→ TASK TO COMPLETE:
When you write out the listing below, keep each word exactly as it stands and drop the pictures.
[Start of section]
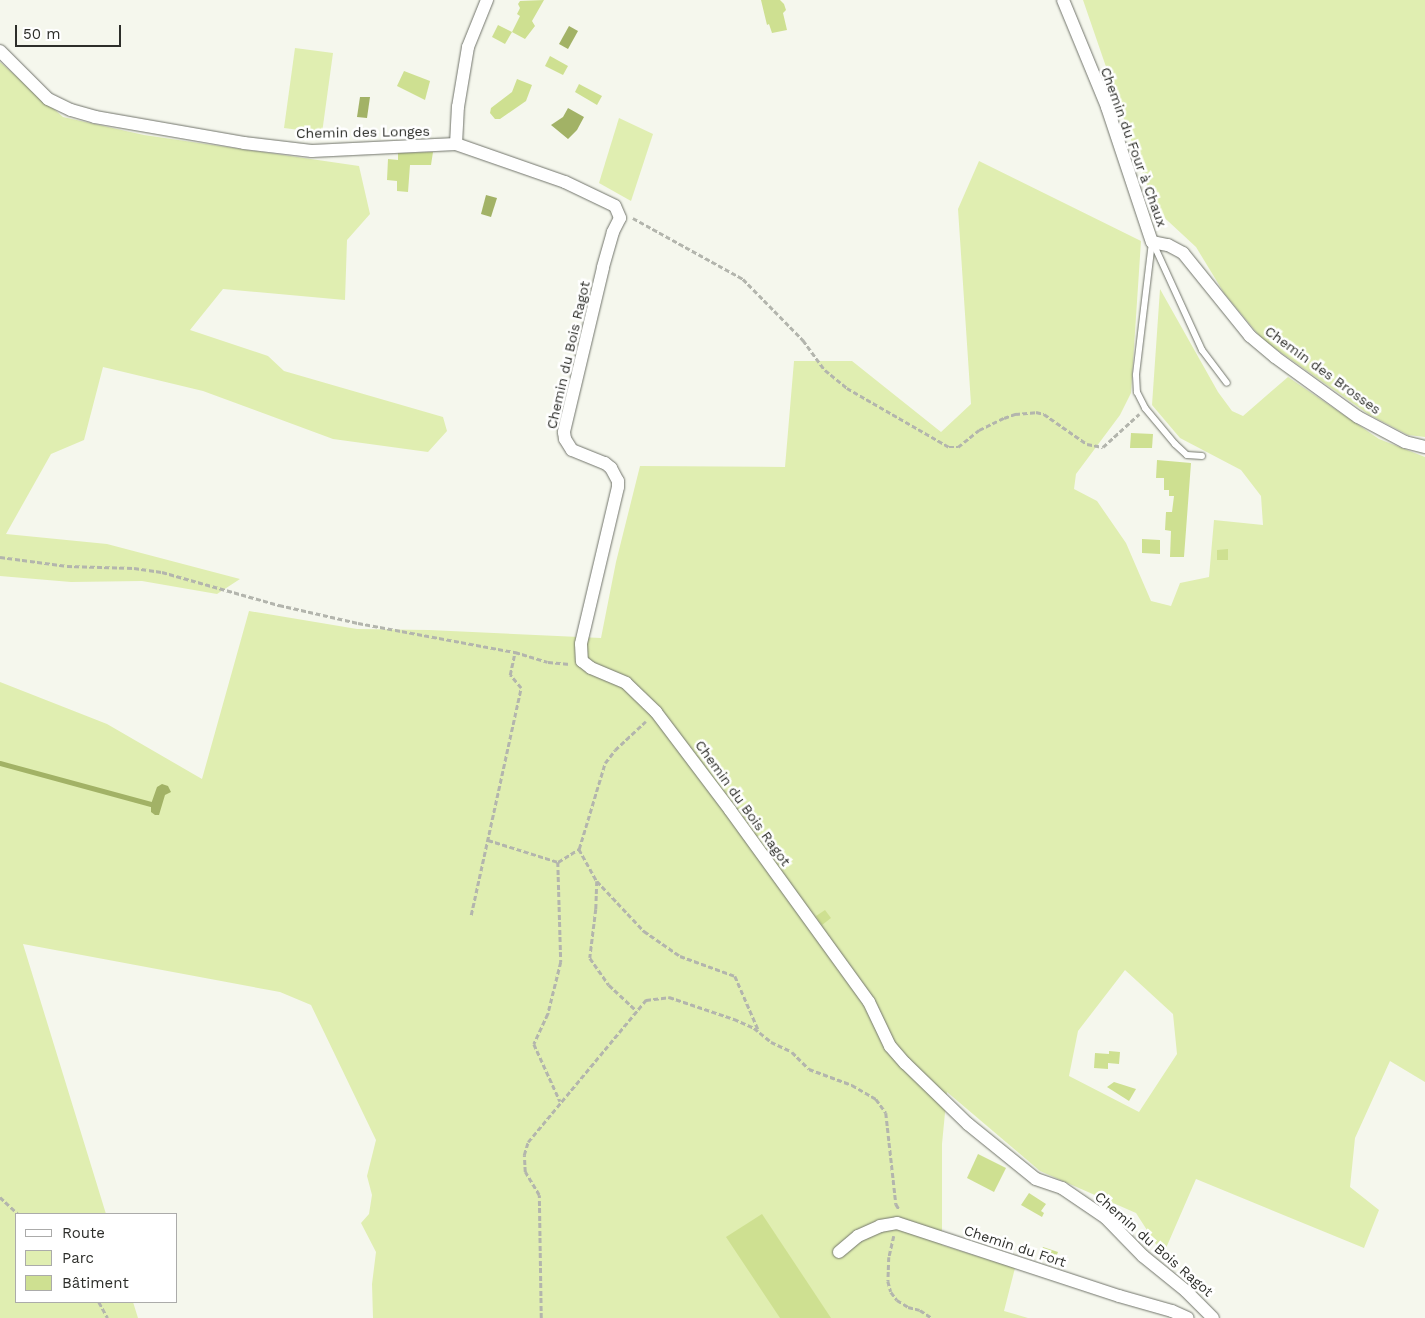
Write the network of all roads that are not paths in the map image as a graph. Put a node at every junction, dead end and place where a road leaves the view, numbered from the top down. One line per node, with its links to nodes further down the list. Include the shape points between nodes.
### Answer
1 (487, 0): 4 (street, via 468,47 458,107)
2 (1063, 0): 6 (street, Chemin du Four à Chaux, via 1107,107)
3 (0, 51): 4 (street, Chemin des Longes, via 48,98 71,110 95,117 295,149 357,150)
4 (456, 144): 5 (street, Chemin des Longes, via 565,182 604,200)
5 (618, 211): 12 (street, Chemin du Bois Ragot, via 620,218 603,268 564,432 572,450 605,463 612,468 618,480 581,656 586,665 626,683 656,712 869,1002 890,1046 906,1063 968,1124 1036,1179 1062,1188 1106,1218)
6 (1152, 242): 7 (lane, via 1202,350); 8 (street, Chemin des Brosses, via 1168,245 1183,253 1250,336 1274,356 1358,417 1405,442); 9 (lane, Chemin du Four à Chaux, via 1136,375 1138,392 1145,408 1175,444 1187,454)
7 (1227, 383)
8 (1425, 447)
9 (1202, 456)
10 (839, 1252): 11 (street, Chemin du Fort, via 858,1236 880,1226 897,1223 1119,1296 1166,1308)
11 (1188, 1318)
12 (1213, 1318)

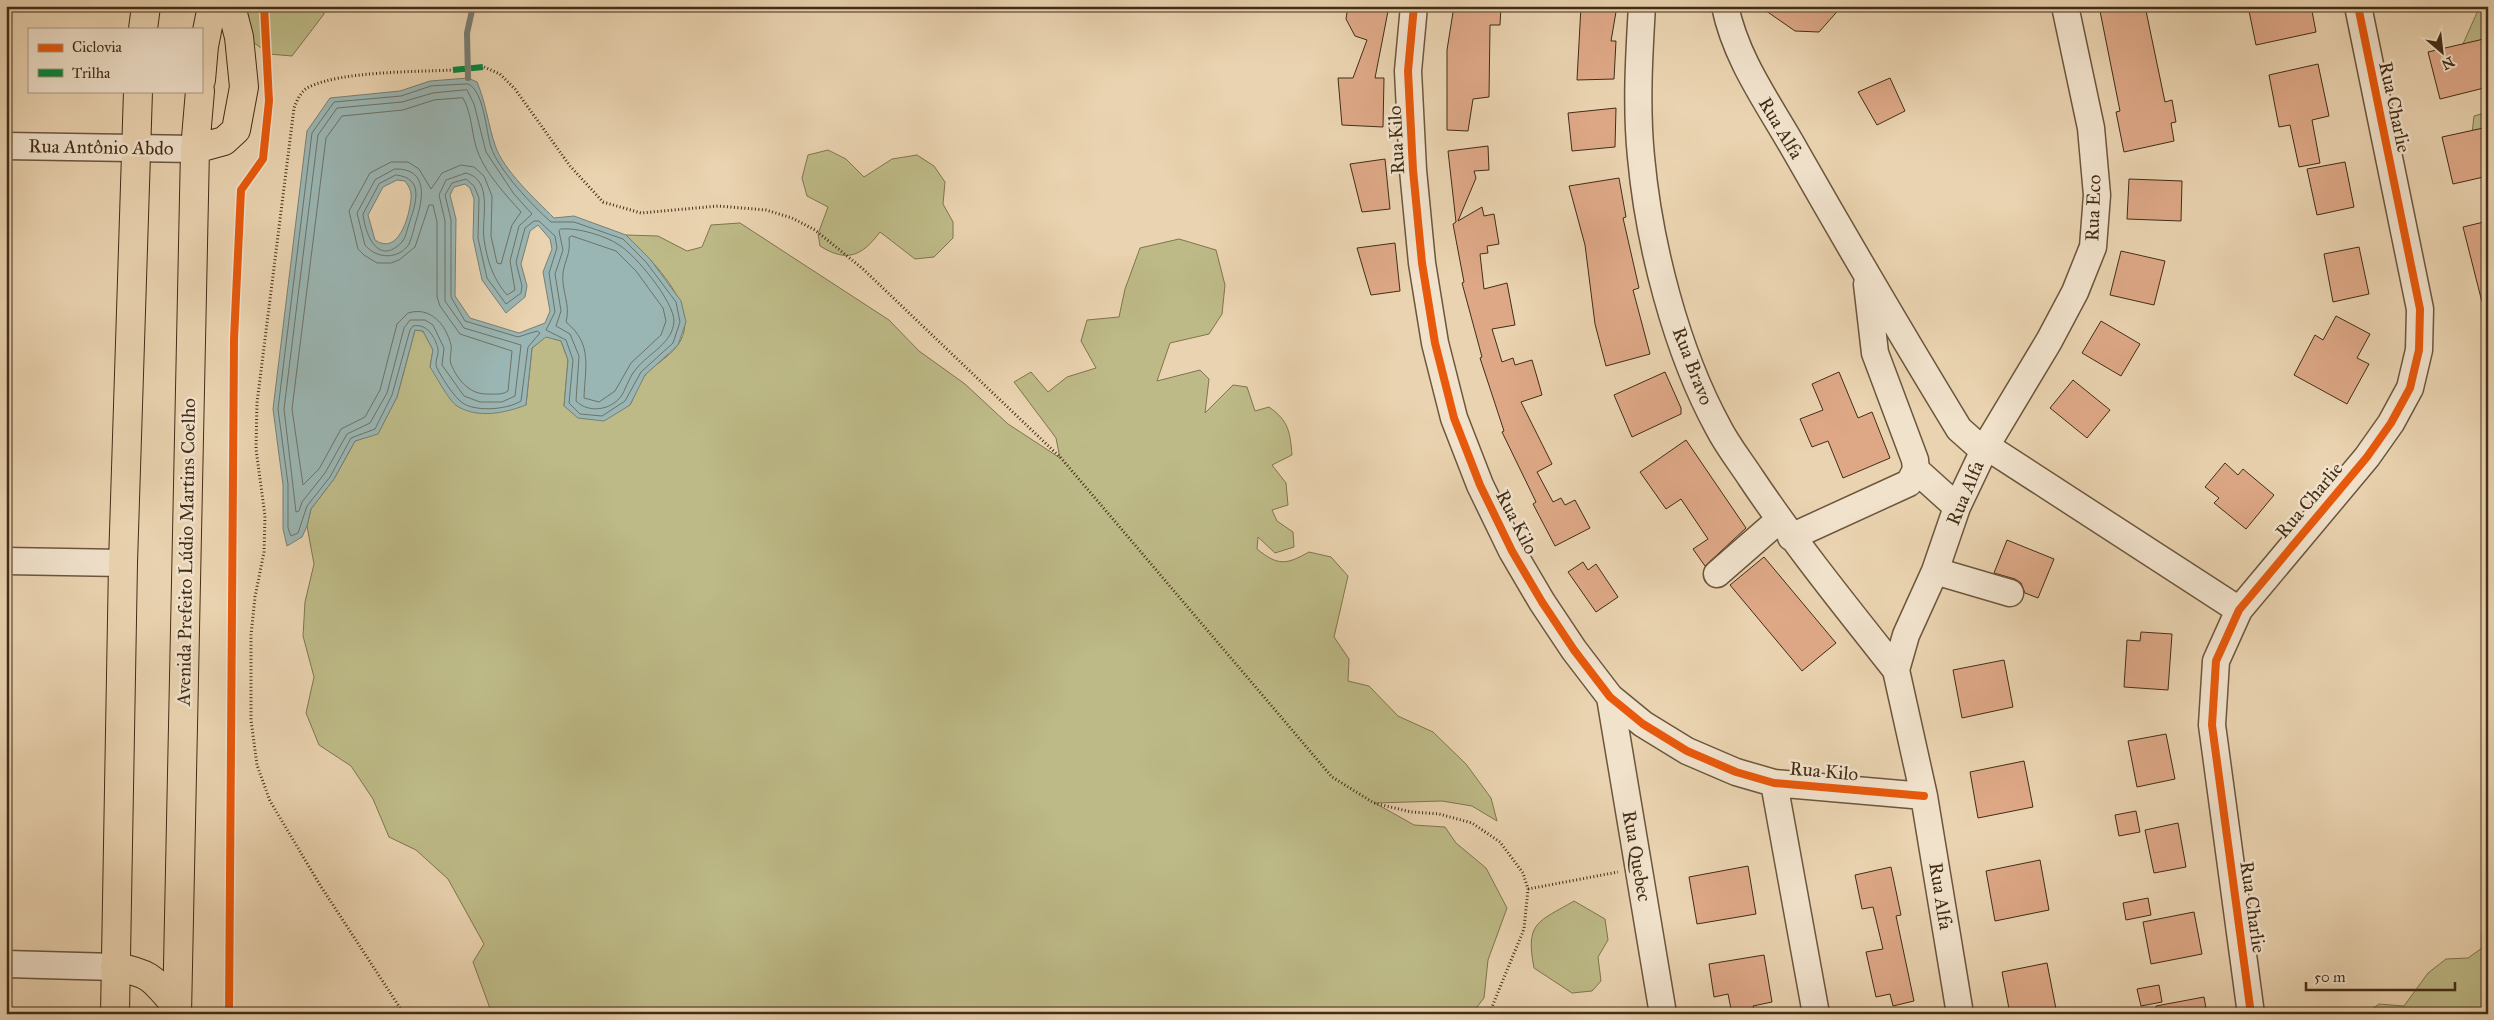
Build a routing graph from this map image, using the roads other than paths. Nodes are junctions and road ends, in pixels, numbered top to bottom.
1 (146, 6) edge
2 (212, 6) edge
3 (231, 6) edge
4 (1414, 6) edge
5 (1642, 6) edge
6 (1725, 6) edge
7 (2064, 6) edge
8 (2358, 6) edge
9 (143, 28) edge
10 (202, 69) edge
11 (138, 92) edge
12 (200, 92) edge
13 (6, 146) edge
14 (135, 148) junction
15 (195, 149) junction
16 (1866, 276) junction
17 (1986, 446) junction
18 (1916, 470) junction
19 (1957, 507) junction
20 (1785, 528) junction
21 (6, 561) edge
22 (122, 563) junction
23 (1935, 571) junction
24 (1717, 574) dead end
25 (2010, 593) dead end
26 (2239, 610) junction
27 (1896, 670) junction
28 (1610, 697) junction
29 (1774, 783) junction
30 (1924, 796) junction
31 (6, 964) edge
32 (115, 967) junction
33 (176, 1010) edge
34 (114, 1014) edge
35 (1663, 1014) edge
36 (1816, 1014) edge
37 (1960, 1014) edge
38 (2251, 1014) edge

1 - 9 main road
2 - 10 main road
3 - 15 main road
4 - 28 street, Rua Kilo
5 - 20 street, Rua Bravo
6 - 16 street, Rua Alfa
7 - 17 street, Rua Eco
8 - 26 street, Rua Charlie
11 - 14 main road
12 - 15 main road, Avenida Prefeito Lúdio Martins Coelho
13 - 14 street, Rua Antônio Abdo
14 - 15 street, Rua Antônio Abdo
14 - 22 main road
15 - 33 main road, Avenida Prefeito Lúdio Martins Coelho
16 - 17 street, Rua Alfa
16 - 18 street
17 - 19 street, Rua Alfa
17 - 26 street
18 - 19 street
18 - 20 street
19 - 23 street, Rua Alfa
20 - 24 street
20 - 27 street, Rua Bravo
21 - 22 street
22 - 32 main road
23 - 25 street
23 - 27 street, Rua Alfa
26 - 38 street, Rua Charlie
27 - 30 street, Rua Alfa
28 - 29 street, Rua Kilo
28 - 35 street, Rua Quebec
29 - 30 street, Rua Kilo
29 - 36 street
30 - 37 street, Rua Alfa
31 - 32 street
32 - 33 main road
32 - 34 main road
[End of section]
→ FINISHED EXERCISE:
Write the network of all roads that are not paths in the map image as a graph. Put a node at every junction, dead end and place where a road leaves the view, numbered from the top down. One line per node, with its links to nodes further down the list. Include the shape points between nodes.
### Answer
1 (487, 0): 4 (street, via 468,47 458,107)
2 (1063, 0): 6 (street, Chemin du Four à Chaux, via 1107,107)
3 (0, 51): 4 (street, Chemin des Longes, via 48,98 71,110 95,117 295,149 357,150)
4 (456, 144): 5 (street, Chemin des Longes, via 565,182 604,200)
5 (618, 211): 12 (street, Chemin du Bois Ragot, via 620,218 603,268 564,432 572,450 605,463 612,468 618,480 581,656 586,665 626,683 656,712 869,1002 890,1046 906,1063 968,1124 1036,1179 1062,1188 1106,1218)
6 (1152, 242): 7 (lane, via 1202,350); 8 (street, Chemin des Brosses, via 1168,245 1183,253 1250,336 1274,356 1358,417 1405,442); 9 (lane, Chemin du Four à Chaux, via 1136,375 1138,392 1145,408 1175,444 1187,454)
7 (1227, 383)
8 (1425, 447)
9 (1202, 456)
10 (839, 1252): 11 (street, Chemin du Fort, via 858,1236 880,1226 897,1223 1119,1296 1166,1308)
11 (1188, 1318)
12 (1213, 1318)

Build a routing graph from this map image, using the roads other than paths. Nodes are junctions and road ends, in pixels, numbered top to bottom.
1 (146, 6) edge
2 (212, 6) edge
3 (231, 6) edge
4 (1414, 6) edge
5 (1642, 6) edge
6 (1725, 6) edge
7 (2064, 6) edge
8 (2358, 6) edge
9 (143, 28) edge
10 (202, 69) edge
11 (138, 92) edge
12 (200, 92) edge
13 (6, 146) edge
14 (135, 148) junction
15 (195, 149) junction
16 (1866, 276) junction
17 (1986, 446) junction
18 (1916, 470) junction
19 (1957, 507) junction
20 (1785, 528) junction
21 (6, 561) edge
22 (122, 563) junction
23 (1935, 571) junction
24 (1717, 574) dead end
25 (2010, 593) dead end
26 (2239, 610) junction
27 (1896, 670) junction
28 (1610, 697) junction
29 (1774, 783) junction
30 (1924, 796) junction
31 (6, 964) edge
32 (115, 967) junction
33 (176, 1010) edge
34 (114, 1014) edge
35 (1663, 1014) edge
36 (1816, 1014) edge
37 (1960, 1014) edge
38 (2251, 1014) edge

1 - 9 main road
2 - 10 main road
3 - 15 main road
4 - 28 street, Rua Kilo
5 - 20 street, Rua Bravo
6 - 16 street, Rua Alfa
7 - 17 street, Rua Eco
8 - 26 street, Rua Charlie
11 - 14 main road
12 - 15 main road, Avenida Prefeito Lúdio Martins Coelho
13 - 14 street, Rua Antônio Abdo
14 - 15 street, Rua Antônio Abdo
14 - 22 main road
15 - 33 main road, Avenida Prefeito Lúdio Martins Coelho
16 - 17 street, Rua Alfa
16 - 18 street
17 - 19 street, Rua Alfa
17 - 26 street
18 - 19 street
18 - 20 street
19 - 23 street, Rua Alfa
20 - 24 street
20 - 27 street, Rua Bravo
21 - 22 street
22 - 32 main road
23 - 25 street
23 - 27 street, Rua Alfa
26 - 38 street, Rua Charlie
27 - 30 street, Rua Alfa
28 - 29 street, Rua Kilo
28 - 35 street, Rua Quebec
29 - 30 street, Rua Kilo
29 - 36 street
30 - 37 street, Rua Alfa
31 - 32 street
32 - 33 main road
32 - 34 main road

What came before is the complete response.